A new library has been released.

lawrence@lemmy.world · edit-2 1 year ago

A new library has been released.

Hazzard@lemm.ee · 1 year ago

Biggest mutant like this I ever made was a government requirement to export PDFs. Best way I could find to make PDFs from PHP was a library called wkhtmltopdf. Which, as the name suggests, converts html to pdf.

Installed a library to let me call a local install of wkhtmltopdf on the command line of the host machine. Wrote a ridiculous HTML template, with all kinds of weird styling and jank to support the older version of WebKit that wkhtmltopdf used, and then would save the output as a file. Then I would run wkhtmltopdf with that file as an argument.

Of course, I wasn’t done here. They required that I use their existing title page, appendices, etc. Only the data in the middle was to change. So I added a whole “PDF Data” table to the database, with storage locations for them to upload something like 10+ PDFs to append at the front and back of the PDF. Did I mention this whole thing supported two languages?

So then I implemented another command line library, called pdftk, or pdf toolkit. I used a crazy call to pdftk to append all of these to the front and back of the document, making these look like what they wanted. Save to that same folder, send the file to the client through PHP, and use my “command line from PHP” wizardry to rm all the files I’d made in my “cache” folder, as I called it.

But of course… we’re not done. Turns out appending files like this horribly breaks the PDF table of contents, which was apparently just using page numbers, not any kind of actual linking. Enter pdftk again, and now I’m running it before generating my HTML, on each and every PDF I’m going to add, to get the page count, and saving that value.

I’d then pass this crazy dictionary into my template and add “fake pages” to the start and end, with headings, and a special margin that wkhtmltopdf interprets as a page break. This even works to add my “additional documents” to the table of contents. Now, my pdftk append commands also deliberately trim the PDF, so as to replace the fake pages, keeping the page count the same, so the links work.

So close… but it turns out wkhtmltopdf doesn’t account for when the table of contents is so ridiculously long that it goes on for more than a whole page. Did I mention these PDFs are more than 300 pages long in many instances? Suddenly every link goes to the page after the one it’s supposed to, or even a couple after. Not good.

Yeah… this is the beginning of a nightmare where I add fake table of contents pages that I cut out later with pdftk. Which means I have to somehow know in advance how many pages the ToC will be… estimation time. That’s right, I run through all the data I generate the ToC with in advance, and count the number of entries I’m going to be adding to the ToC, and, by literally counting the entries on a full ToC and saving that as a magic number, guess how many pages there will be.

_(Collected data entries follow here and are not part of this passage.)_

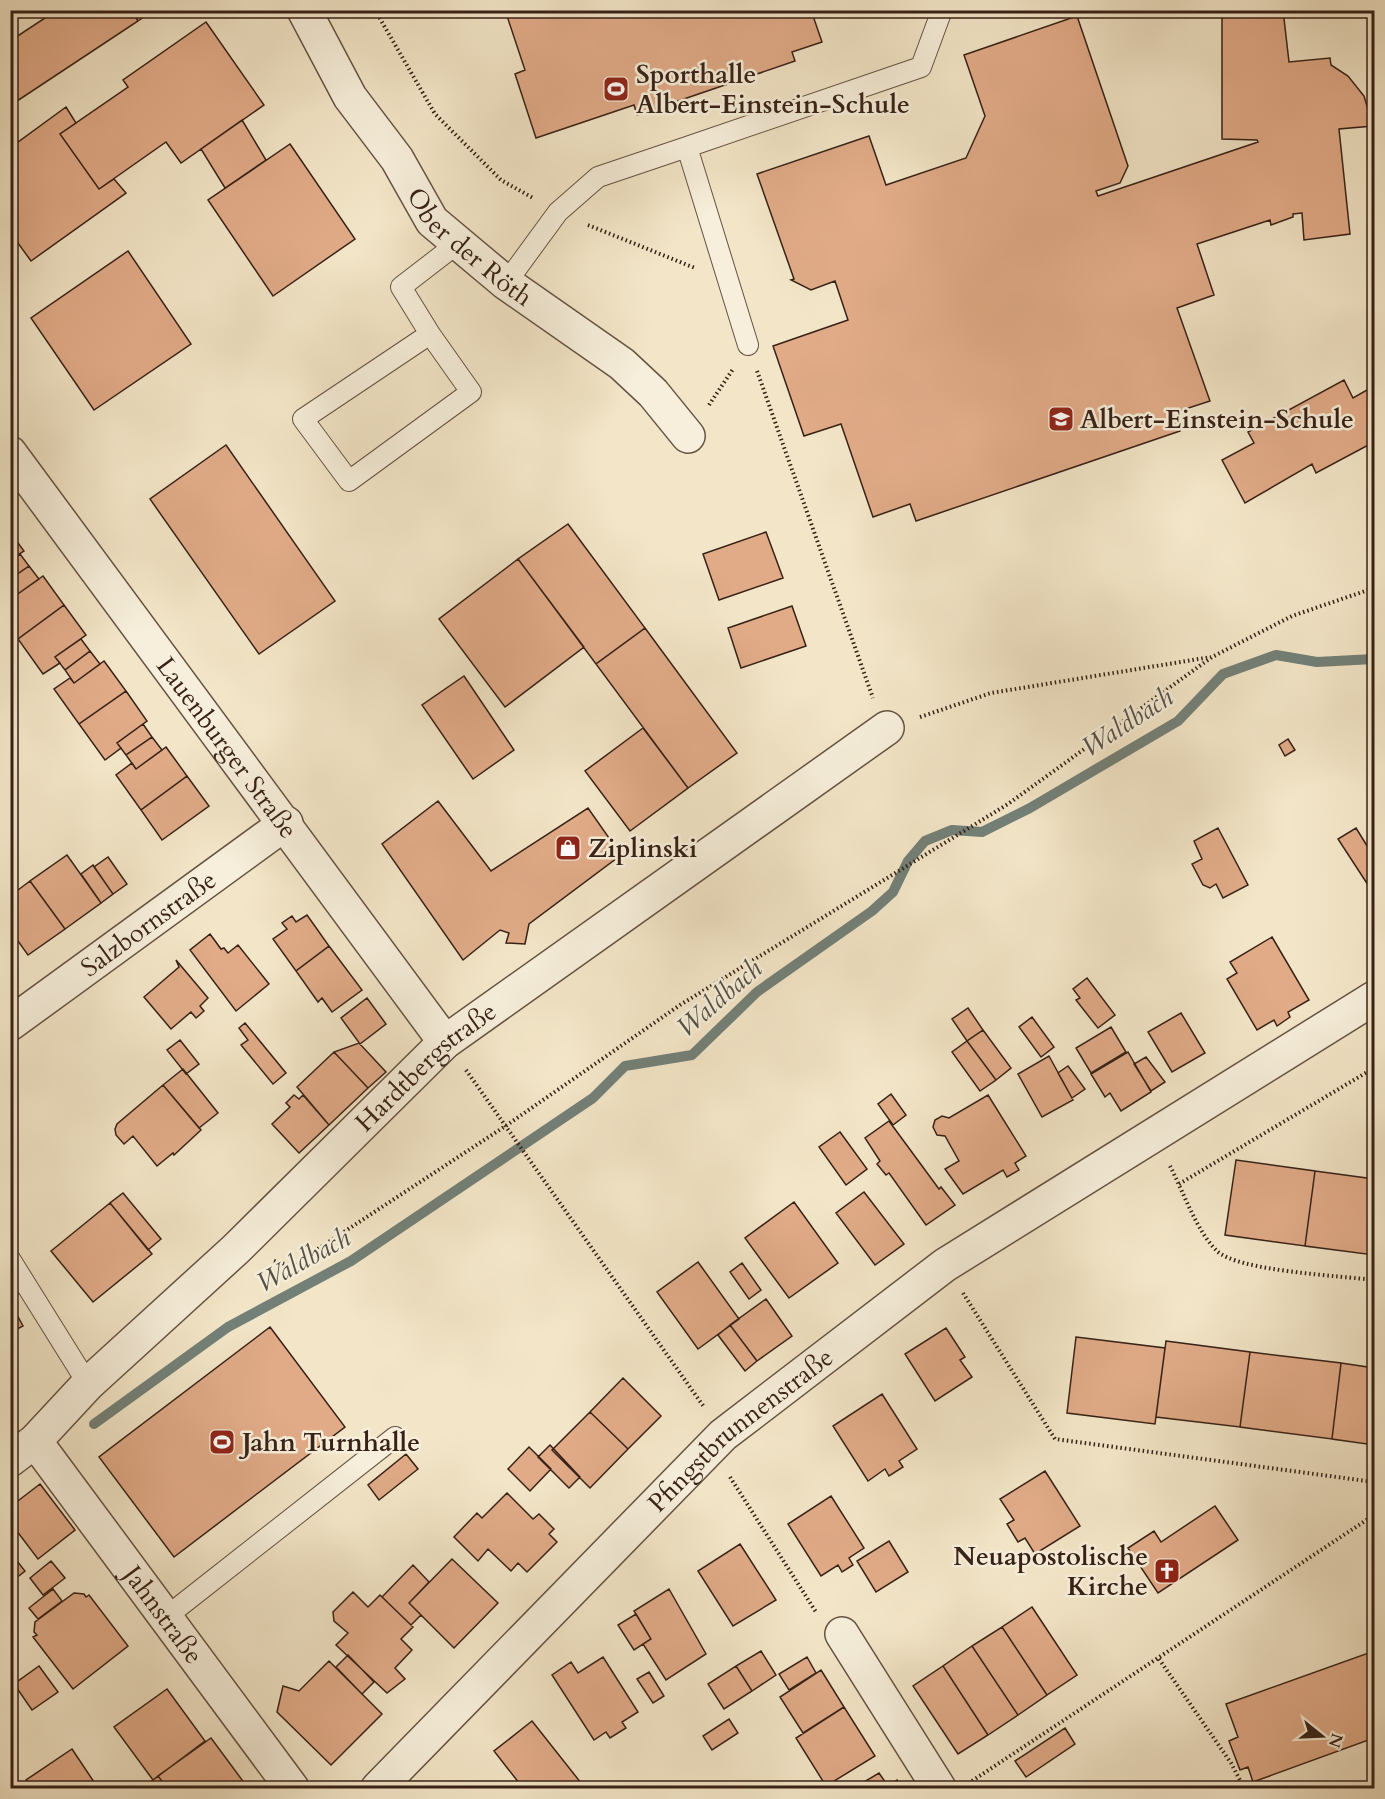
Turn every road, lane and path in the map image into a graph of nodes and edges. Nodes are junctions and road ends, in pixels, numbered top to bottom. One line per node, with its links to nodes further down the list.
1 (304, 10): 6 (street, Ober der Röth)
2 (375, 10): 5 (path)
3 (942, 10): 4 (lane)
4 (687, 147): 5 (lane); 7 (lane)
5 (558, 212): 7 (path); 8 (lane)
6 (458, 243): 8 (street, Ober der Röth); 9 (lane)
7 (729, 282): 10 (lane)
8 (506, 283): 11 (street, Ober der Röth)
9 (430, 334): 9 (lane)
10 (748, 345): 11 (path); 15 (path)
11 (688, 436)
12 (10, 453): 16 (street, Lauenburger Straße)
13 (1374, 588): 14 (path)
14 (1212, 657): 15 (path); 21 (path)
15 (887, 728): 19 (street, Hardtbergstraße)
16 (286, 823): 18 (street, Salzbornstraße); 19 (street, Lauenburger Straße)
17 (1374, 998): 22 (street, Pfingstbrunnenstraße)
18 (10, 1024)
19 (445, 1042): 21 (path); 24 (street, Hardtbergstraße)
20 (1374, 1068): 23 (path)
21 (507, 1125): 24 (path); 30 (path)
22 (1154, 1133): 23 (path); 26 (street, Pfingstbrunnenstraße)
23 (1179, 1184): 27 (path)
24 (236, 1249): 28 (street, Hardtbergstraße)
25 (10, 1259): 28 (lane)
26 (945, 1264): 30 (street, Pfingstbrunnenstraße); 32 (path)
27 (1374, 1280)
28 (88, 1384): 31 (street, Hardtbergstraße)
29 (395, 1437): 34 (lane)
30 (716, 1440): 35 (path); 39 (street, Pfingstbrunnenstraße)
31 (23, 1451): 34 (street, Jahnstraße)
32 (1374, 1482)
33 (1374, 1515): 36 (path)
34 (166, 1617): 38 (street, Jahnstraße)
35 (842, 1634): 40 (street)
36 (1160, 1659): 37 (path); 41 (path)
37 (970, 1782)
38 (292, 1788)
39 (378, 1788)
40 (939, 1788)
41 (1244, 1788)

Oh, but what if a line is too long, and wraps to two lines in the ToC? Well, guess who counted the number of characters in a line to produce another guesstimate? No, neither of these heuristics were perfect, and they looked like a spaghetti mess, but with enough tinkering, I got numbers that worked on everything I tested.

And there you have it, 300+ page PDFs generated from the database, with all the title pages and such that they manually uploaded, in two languages, with a working table of contents. During my time, we never even added a cache to this monstrosity, it did all this every time the user clicked “Download PDF”. Took around 30 seconds, and the UI just pretended it was a really big file.

What a wild project, probably the biggest spaghetti mess I’ve ever written. But hey, actually met all the requirements, no matter how ridiculous, and I’m proud of that monstrosity. Probably still in use today.

Takumidesh@lemmy.world · 1 year ago

I just want you to know, I just spent the last 2 sprints dealing with wkhtmltopdf, only in .net, using razor pages and mvc views to generate the templates.

I feel your pain.

lawrence@lemmy.world · 1 year ago

I had a good experience with wkhtmltopdf, which was much better than the alternatives. Fortunately, I didn’t have to deal with the TOC, so I guess I was lucky.